Re: [a11y] LibreOffice Calc exposes 2^31 children, freezes on `GetChildren`

[Date Prev][Date Next][Thread Prev][Thread Next][Date Index][Thread Index]

 



Hi,

thanks for sharing your thoughts!

On 2024-06-10 16:37, Michael Meeks wrote:
    Let me add my 2 cents; a spreadsheet can have 10^20 rows, and 2^14 columns - that's 34 bits already - so even in the case that you thought you wanted to iterate them all over a remote bus - you don't.

True.

    Indeed - the whole idea is madness; there was this manages-descendants hack in the past to try to tag such widgets to avoid iterating them.     My attempts to encourage people to expose only the visible (or near visible) items in the past were not that productive; but I still firmly believe this is the only sensible way to do this.

Large tables are actually the example that the AT-SPI MANAGES_DESCENDANT doc currently uses [1]:

"Used to prevent need to enumerate all children in very large containers, like tables.
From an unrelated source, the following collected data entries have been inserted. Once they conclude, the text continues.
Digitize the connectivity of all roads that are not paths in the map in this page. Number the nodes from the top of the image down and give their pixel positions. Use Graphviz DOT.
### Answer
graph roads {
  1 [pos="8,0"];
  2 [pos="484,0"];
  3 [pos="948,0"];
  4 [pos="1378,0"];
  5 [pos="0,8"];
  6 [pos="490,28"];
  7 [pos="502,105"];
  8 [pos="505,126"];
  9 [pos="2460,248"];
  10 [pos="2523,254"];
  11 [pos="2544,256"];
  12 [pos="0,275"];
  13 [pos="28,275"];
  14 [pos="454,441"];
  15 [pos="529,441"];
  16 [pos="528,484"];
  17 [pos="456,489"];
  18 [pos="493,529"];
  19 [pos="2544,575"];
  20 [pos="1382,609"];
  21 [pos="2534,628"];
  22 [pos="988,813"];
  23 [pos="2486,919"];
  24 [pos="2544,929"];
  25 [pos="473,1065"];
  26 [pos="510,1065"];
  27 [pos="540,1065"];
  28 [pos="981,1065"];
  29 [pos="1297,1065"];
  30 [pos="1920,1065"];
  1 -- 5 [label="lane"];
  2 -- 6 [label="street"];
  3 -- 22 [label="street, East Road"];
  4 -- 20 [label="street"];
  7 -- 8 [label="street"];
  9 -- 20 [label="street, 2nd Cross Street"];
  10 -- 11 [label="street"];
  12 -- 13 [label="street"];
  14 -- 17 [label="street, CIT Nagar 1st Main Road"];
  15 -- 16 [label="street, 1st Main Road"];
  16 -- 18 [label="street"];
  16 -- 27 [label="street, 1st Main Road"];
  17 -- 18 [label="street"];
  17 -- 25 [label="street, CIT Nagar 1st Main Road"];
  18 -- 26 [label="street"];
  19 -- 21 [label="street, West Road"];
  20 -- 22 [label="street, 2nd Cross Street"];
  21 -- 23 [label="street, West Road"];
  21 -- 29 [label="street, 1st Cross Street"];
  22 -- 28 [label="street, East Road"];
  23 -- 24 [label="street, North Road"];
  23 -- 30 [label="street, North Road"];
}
The presence of Atspi.StateType.MANAGES_DESCENDANTS is an indication to the client that the children should not, and need not, be enumerated by the client."



    Best of luck with this; I would really recommend that we focus on exposing only the data that is either visible - or better close to visible (ie. within a page-up/page-down / etc. around the document), with perhaps an extension of peers for eg. interesting headings in the document so these can be cached and enumerated (ie. what you see in the navigator).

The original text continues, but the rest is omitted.